> Records shown:
= Beginning of Section =

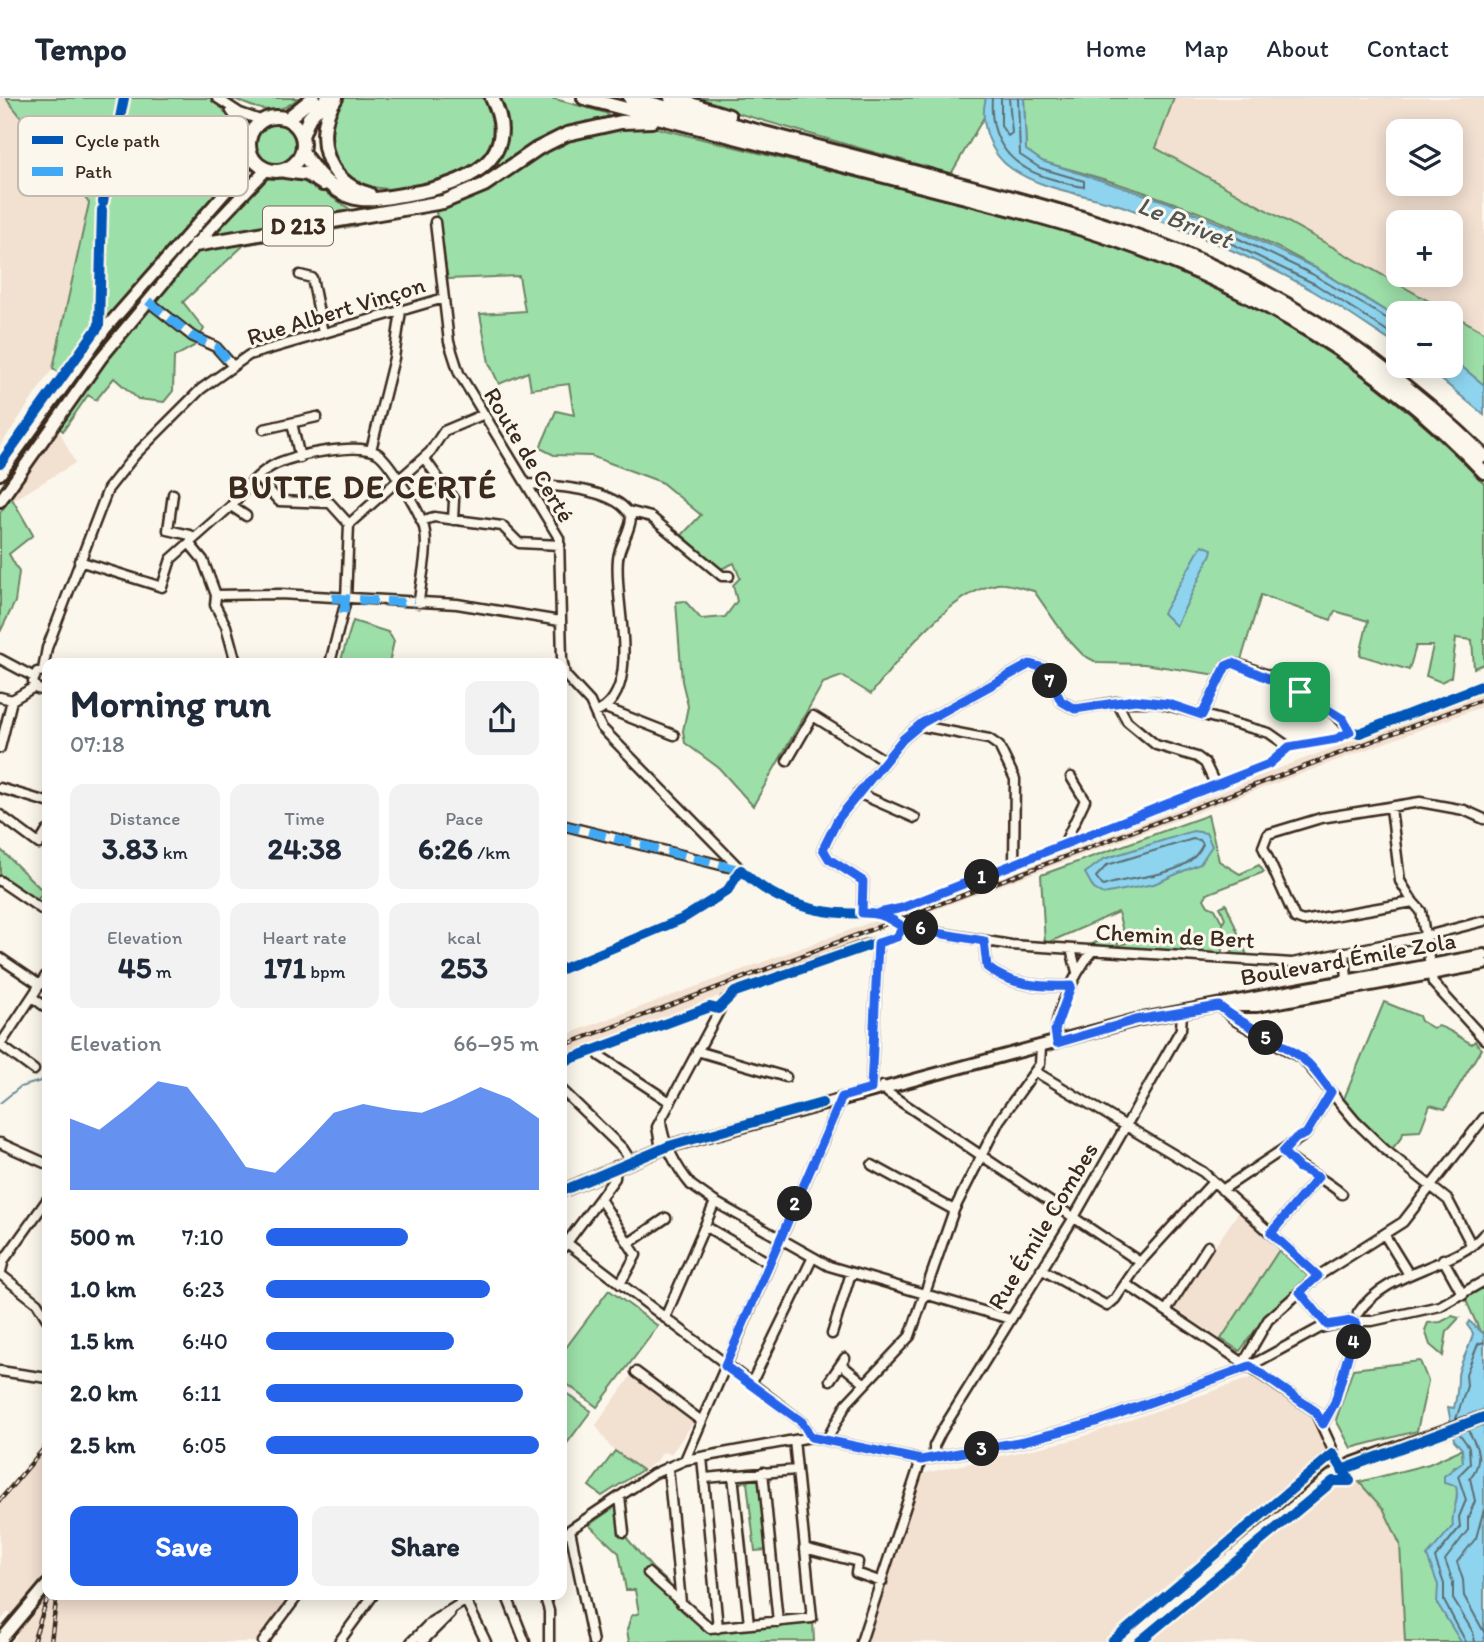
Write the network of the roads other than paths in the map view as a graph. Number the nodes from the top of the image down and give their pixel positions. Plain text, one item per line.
1 (313, 98) edge
2 (327, 98) edge
3 (337, 98) edge
4 (492, 98) edge
5 (584, 98) edge
6 (630, 98) edge
7 (671, 98) edge
8 (221, 101) edge
9 (236, 116) edge
10 (287, 119) junction
11 (263, 121) junction
12 (693, 126) junction
13 (248, 134) edge
14 (302, 136) junction
15 (250, 138) junction
16 (800, 143) junction
17 (303, 152) junction
18 (252, 156) junction
19 (248, 162) edge
20 (266, 170) junction
21 (282, 171) junction
22 (248, 189) edge
23 (222, 196) edge
24 (241, 196) edge
25 (382, 198) junction
26 (401, 210) junction
27 (435, 222) dead end
28 (195, 245) junction
29 (300, 275) dead end
30 (443, 298) junction
31 (148, 301) junction
32 (401, 311) junction
33 (323, 333) junction
34 (232, 365) junction
35 (482, 415) junction
36 (317, 418) dead end
37 (292, 423) junction
38 (264, 429) dead end
39 (371, 450) junction
40 (1484, 456) edge
41 (299, 458) junction
42 (424, 458) junction
43 (1484, 472) edge
44 (0, 474) edge
45 (258, 478) junction
46 (398, 480) junction
47 (528, 484) junction
48 (173, 494) dead end
49 (0, 501) edge
50 (231, 506) junction
51 (628, 511) junction
52 (246, 516) dead end
53 (453, 520) junction
54 (421, 521) junction
55 (349, 524) junction
56 (190, 542) junction
57 (560, 545) junction
58 (79, 561) junction
59 (729, 576) dead end
60 (216, 595) junction
61 (346, 600) junction
62 (419, 603) junction
63 (560, 621) junction
64 (46, 658) edge
65 (235, 658) edge
66 (331, 658) edge
67 (562, 658) edge
68 (0, 659) edge
69 (42, 673) edge
70 (34, 677) junction
71 (567, 677) edge
72 (1484, 685) edge
73 (34, 687) junction
74 (42, 691) edge
75 (0, 697) edge
76 (12, 701) junction
77 (1116, 702) junction
78 (608, 709) junction
79 (595, 713) junction
80 (1202, 715) junction
81 (921, 726) junction
82 (1350, 732) junction
83 (674, 735) dead end
84 (1289, 747) junction
85 (0, 748) edge
86 (884, 760) junction
87 (787, 761) dead end
88 (1071, 777) dead end
89 (1216, 786) junction
90 (0, 788) edge
91 (858, 793) junction
92 (42, 801) edge
93 (1391, 808) junction
94 (0, 815) edge
95 (915, 818) dead end
96 (1484, 819) edge
97 (567, 826) edge
98 (42, 839) edge
99 (1064, 844) junction
100 (1014, 863) junction
101 (741, 870) junction
102 (0, 881) edge
103 (1413, 902) junction
104 (42, 909) edge
105 (862, 913) junction
106 (879, 913) junction
107 (1484, 921) edge
108 (903, 927) junction
109 (1426, 936) junction
110 (984, 941) junction
111 (878, 943) junction
112 (1071, 949) junction
113 (1092, 951) junction
114 (1345, 952) junction
115 (1484, 955) edge
116 (0, 958) edge
117 (1484, 964) edge
118 (567, 967) edge
119 (1431, 969) junction
120 (1077, 972) junction
121 (1347, 979) junction
122 (42, 982) edge
123 (40, 985) junction
124 (1071, 986) junction
125 (32, 997) junction
126 (42, 1004) edge
127 (1219, 1006) junction
128 (718, 1009) junction
129 (1182, 1013) junction
130 (1484, 1039) edge
131 (1057, 1043) junction
132 (0, 1045) edge
133 (1041, 1047) junction
134 (596, 1049) junction
135 (698, 1051) junction
136 (567, 1060) edge
137 (34, 1070) dead end
138 (1036, 1072) junction
139 (786, 1077) dead end
140 (883, 1086) junction
141 (871, 1089) junction
142 (1331, 1092) junction
143 (842, 1097) junction
144 (670, 1102) junction
145 (567, 1104) edge
146 (1484, 1118) edge
147 (1125, 1126) junction
148 (0, 1143) edge
149 (665, 1147) junction
150 (1283, 1152) junction
151 (979, 1156) junction
152 (630, 1160) junction
153 (42, 1162) edge
154 (872, 1165) dead end
155 (616, 1166) junction
156 (602, 1173) junction
157 (1318, 1177) junction
158 (1213, 1182) junction
159 (609, 1185) junction
160 (1430, 1186) junction
161 (567, 1189) edge
162 (1222, 1190) junction
163 (1342, 1195) dead end
164 (600, 1199) junction
165 (715, 1202) junction
166 (42, 1206) edge
167 (954, 1210) junction
168 (666, 1218) dead end
169 (1073, 1219) junction
170 (705, 1226) junction
171 (1271, 1233) junction
172 (1384, 1234) junction
173 (1484, 1234) edge
174 (779, 1239) junction
175 (567, 1242) edge
176 (629, 1243) junction
177 (1208, 1246) dead end
178 (1472, 1246) junction
179 (567, 1248) edge
180 (2, 1258) edge
181 (811, 1259) junction
182 (1443, 1259) junction
183 (1140, 1262) junction
184 (769, 1263) junction
185 (1041, 1269) junction
186 (851, 1273) junction
187 (1408, 1273) junction
188 (0, 1274) edge
189 (1318, 1276) junction
190 (1484, 1280) edge
191 (620, 1284) junction
192 (1126, 1284) junction
193 (1300, 1292) junction
194 (1463, 1295) junction
195 (924, 1297) junction
196 (42, 1311) edge
197 (1167, 1311) junction
198 (665, 1318) junction
199 (1010, 1320) junction
200 (1357, 1320) junction
201 (1327, 1325) junction
202 (832, 1334) dead end
203 (1247, 1364) junction
204 (725, 1366) junction
205 (0, 1371) edge
206 (636, 1372) dead end
207 (42, 1377) edge
208 (830, 1380) dead end
209 (864, 1383) junction
210 (751, 1384) junction
211 (1484, 1417) edge
212 (700, 1420) junction
213 (1323, 1424) junction
214 (811, 1437) junction
215 (827, 1439) junction
216 (794, 1440) junction
217 (702, 1457) junction
218 (934, 1458) junction
219 (685, 1460) junction
220 (921, 1460) junction
221 (668, 1467) junction
222 (796, 1469) junction
223 (1342, 1470) junction
224 (763, 1472) junction
225 (733, 1475) junction
226 (705, 1478) junction
227 (620, 1496) junction
228 (567, 1532) edge
229 (624, 1532) dead end
230 (567, 1537) edge
231 (804, 1548) junction
232 (648, 1573) dead end
233 (881, 1582) junction
234 (42, 1591) edge
235 (295, 1600) edge
236 (370, 1600) edge
237 (508, 1600) edge
238 (546, 1600) edge
239 (466, 1601) junction
240 (681, 1603) junction
241 (778, 1622) junction
242 (748, 1624) junction
243 (718, 1628) junction
244 (343, 1640) edge
245 (3, 1641) edge
246 (265, 1641) edge
247 (411, 1642) edge
248 (422, 1642) edge
249 (486, 1642) edge
250 (525, 1642) edge
251 (549, 1642) edge
252 (593, 1642) edge
253 (861, 1642) edge
254 (1127, 1642) edge

1 - 10 highway
2 - 14 highway
3 - 25 highway
4 - 25 highway
5 - 12 highway
6 - 16 highway
7 - 16 highway
8 - 9 street
8 - 11 street
10 - 11 highway
10 - 14 highway
11 - 15 highway
12 - 26 highway
12 - 43 highway
13 - 15 street
14 - 17 highway
15 - 18 highway
16 - 40 highway
17 - 21 highway
17 - 25 highway
18 - 19 main road
18 - 20 highway
20 - 21 highway
20 - 22 main road
21 - 26 highway
23 - 44 main road
24 - 28 main road
26 - 28 highway, D 213
27 - 30 street, Route de Certé
28 - 31 main road
29 - 33 street
30 - 32 street, Rue Albert Vinçon
30 - 35 street, Route de Certé
31 - 34 street
31 - 49 main road
32 - 33 street, Rue Albert Vinçon
32 - 39 street
33 - 34 street, Rue Albert Vinçon
34 - 58 street, Rue Albert Vinçon
35 - 42 street
35 - 47 street, Route de Certé
36 - 37 street
37 - 38 street
37 - 41 street
39 - 41 street
39 - 46 street
41 - 45 street
42 - 46 street
42 - 53 street
45 - 50 street
45 - 55 street
46 - 54 street
46 - 55 street
47 - 51 street
47 - 57 street, Route de Certé
48 - 56 street
50 - 52 street
50 - 56 street
51 - 59 street
51 - 78 street
53 - 54 street
53 - 57 street
54 - 62 street
55 - 61 street
56 - 58 street
56 - 60 street
57 - 63 street, Route de Certé
58 - 64 street, Rue Albert Vinçon
60 - 61 street
60 - 65 street
61 - 62 street
61 - 66 street
62 - 63 street
63 - 67 street, Route de Certé
68 - 70 street
69 - 70 street
70 - 73 street
71 - 79 street, Route de Certé
72 - 82 street
73 - 74 street
73 - 76 street
75 - 76 street
76 - 85 street
77 - 80 street
77 - 81 street
77 - 89 street
78 - 79 street
78 - 83 street
79 - 101 street, Route de Certé
80 - 82 street
80 - 84 street
81 - 86 street
81 - 100 street
82 - 84 street
84 - 89 street
86 - 87 street
86 - 91 street
88 - 99 street
89 - 99 street
90 - 92 street
91 - 95 street
91 - 105 street
93 - 96 street
93 - 103 street
93 - 103 street
94 - 98 street
97 - 101 street
99 - 100 street
100 - 106 street
101 - 105 street, Route de Certé
101 - 118 street
102 - 104 street
103 - 109 street
105 - 106 street, Route de Certé
106 - 108 street
107 - 109 street, Chemin de Bert
108 - 110 street, Chemin de Bert
108 - 111 street
109 - 114 street, Chemin de Bert
109 - 119 street
110 - 112 street, Chemin de Bert
110 - 124 street
111 - 128 street
111 - 141 street
112 - 113 street, Chemin de Bert
112 - 120 street
113 - 114 street, Chemin de Bert
113 - 120 street
114 - 121 street
115 - 119 main road, Boulevard Émile Zola
116 - 123 street
117 - 119 main road, Boulevard Émile Zola
119 - 121 main road, Boulevard Émile Zola
119 - 127 main road, Boulevard Émile Zola
119 - 130 street
120 - 124 street
121 - 127 main road, Boulevard Émile Zola
122 - 123 street
123 - 125 street
124 - 131 street
125 - 126 street
125 - 132 street
127 - 129 main road, Boulevard Émile Zola
127 - 142 street
128 - 134 street
128 - 135 street
129 - 131 main road, Boulevard Émile Zola
129 - 147 street, Rue Émile Combes
131 - 133 main road, Boulevard Émile Zola
132 - 137 street
133 - 138 street
133 - 140 main road, Boulevard Émile Zola
134 - 136 street
134 - 144 street
135 - 139 street
135 - 144 street
138 - 147 street
138 - 151 street
140 - 141 main road, Boulevard Émile Zola
140 - 151 street
141 - 143 main road, Boulevard Émile Zola
142 - 150 street
142 - 160 street
143 - 149 main road, Boulevard Émile Zola
143 - 174 street
144 - 149 street
145 - 152 street
146 - 160 street
147 - 158 street
147 - 169 street, Rue Émile Combes
148 - 153 street
149 - 152 main road, Boulevard Émile Zola
149 - 165 street
150 - 157 street
150 - 162 street
151 - 167 street
151 - 169 street
152 - 155 main road, Boulevard Émile Zola
154 - 167 street
155 - 156 main road, Boulevard Émile Zola
155 - 159 street
156 - 159 street
156 - 161 main road, Boulevard Émile Zola
157 - 163 street
157 - 171 street
158 - 162 street
158 - 183 street
159 - 164 street
160 - 172 street
160 - 178 street
162 - 171 street
164 - 175 street
164 - 176 street
165 - 170 street
165 - 174 street
166 - 180 street
167 - 195 street
168 - 176 street
169 - 183 street
169 - 185 street, Rue Émile Combes
170 - 184 street
170 - 198 street
171 - 189 street
172 - 187 street
172 - 189 street
173 - 178 street
174 - 181 street
174 - 184 street
176 - 191 street
177 - 197 street
178 - 182 street
179 - 191 street
180 - 188 street
181 - 186 street
181 - 210 street
182 - 187 street
182 - 194 street
183 - 192 street
184 - 204 street
185 - 192 street
185 - 199 street, Rue Émile Combes
186 - 195 street
186 - 202 street
187 - 200 street
188 - 196 street
189 - 193 street
190 - 194 street
191 - 198 street
192 - 197 street
193 - 201 street
193 - 203 street
194 - 200 street
195 - 199 street
195 - 209 street
197 - 203 street
198 - 204 street
199 - 218 street, Rue Émile Combes
200 - 201 street
200 - 213 street
201 - 203 street
203 - 213 street
203 - 218 street
204 - 210 street
204 - 212 street
205 - 207 street
206 - 212 street
208 - 209 street
209 - 215 street
210 - 214 street
211 - 223 main road
212 - 219 street
213 - 223 street
214 - 215 street
214 - 216 street
215 - 220 street
216 - 217 street
216 - 222 street
217 - 219 street
217 - 226 street
218 - 220 street
219 - 221 street
220 - 233 street
221 - 227 street
221 - 240 street
222 - 224 street
222 - 231 street
223 - 254 main road
224 - 225 street
224 - 241 street
225 - 226 street
225 - 242 street
226 - 243 street
227 - 228 street
227 - 229 street
230 - 252 street
231 - 233 street
231 - 241 street
232 - 240 street
233 - 253 street
234 - 245 main road
235 - 246 street
236 - 244 street
237 - 250 street
238 - 251 street
239 - 247 street
239 - 248 street
239 - 249 street
240 - 243 street
241 - 242 street
242 - 243 street

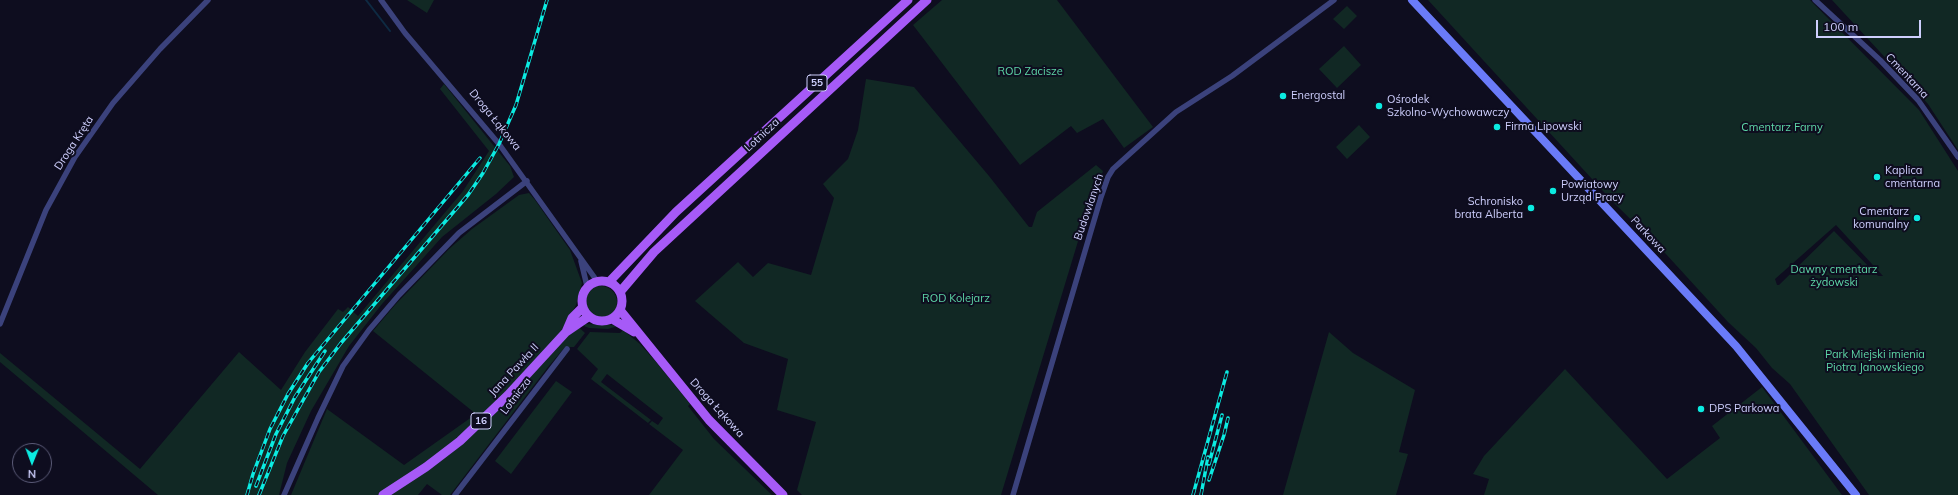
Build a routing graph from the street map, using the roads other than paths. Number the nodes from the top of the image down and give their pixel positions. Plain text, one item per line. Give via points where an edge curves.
1 (208, 0) edge
2 (381, 0) edge
3 (908, 0) edge
4 (927, 0) edge
5 (1334, 0) edge
6 (1412, 0) edge
7 (1815, 0) edge
8 (1958, 157) edge
9 (527, 181) junction
10 (581, 261) junction
11 (597, 281) junction
12 (609, 282) junction
13 (587, 286) junction
14 (620, 292) junction
15 (582, 308) junction
16 (620, 310) junction
17 (588, 317) junction
18 (612, 318) junction
19 (0, 324) edge
20 (566, 332) junction
21 (637, 333) junction
22 (567, 349) dead end
23 (284, 495) edge
24 (383, 495) edge
25 (455, 495) edge
26 (783, 495) edge
27 (1013, 495) edge
28 (1856, 495) edge

1 - 19 street, Droga Kręta via 113,103 75,157 46,210
2 - 9 street, Droga Łąkowa via 405,33 500,144
3 - 12 main road, Lotnicza / 55 via 676,212
4 - 14 main road, Lotnicza / 55 via 654,252
5 - 27 street, Budowlanych via 1232,76 1176,112 1111,173 1101,197
6 - 28 street, Parkowa via 1736,346
7 - 8 street, Cmentarna via 1880,60 1918,100
9 - 10 street, Droga Łąkowa via 568,238
9 - 23 street via 460,233 399,295 356,347 330,392
10 - 11 street, Droga Łąkowa
10 - 13 street, Droga Łąkowa
11 - 12 main road
11 - 13 main road
12 - 14 main road
13 - 15 main road, 16 via 582,296
14 - 16 main road
15 - 17 main road
15 - 20 main road, Jana Pawła II / 16 via 572,318
16 - 18 main road
16 - 21 main road, Droga Łąkowa
17 - 18 main road via 597,321
17 - 20 main road, Jana Pawła II / 16
18 - 21 main road, Droga Łąkowa
20 - 24 main road, Jana Pawła II / 16 via 508,395 460,441
21 - 26 main road, Droga Łąkowa via 709,420
22 - 25 street, Lotnicza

= End of Section =

> Exercise requirements: Present each line from the listing that holds the string "item".

> Completed task:
Write the network of the roads other than paths in the map view as a graph. Number the nodes from the top of the image down and give their pixel positions. Plain text, one item per line.
Build a routing graph from the street map, using the roads other than paths. Number the nodes from the top of the image down and give their pixel positions. Plain text, one item per line. Give via points where an edge curves.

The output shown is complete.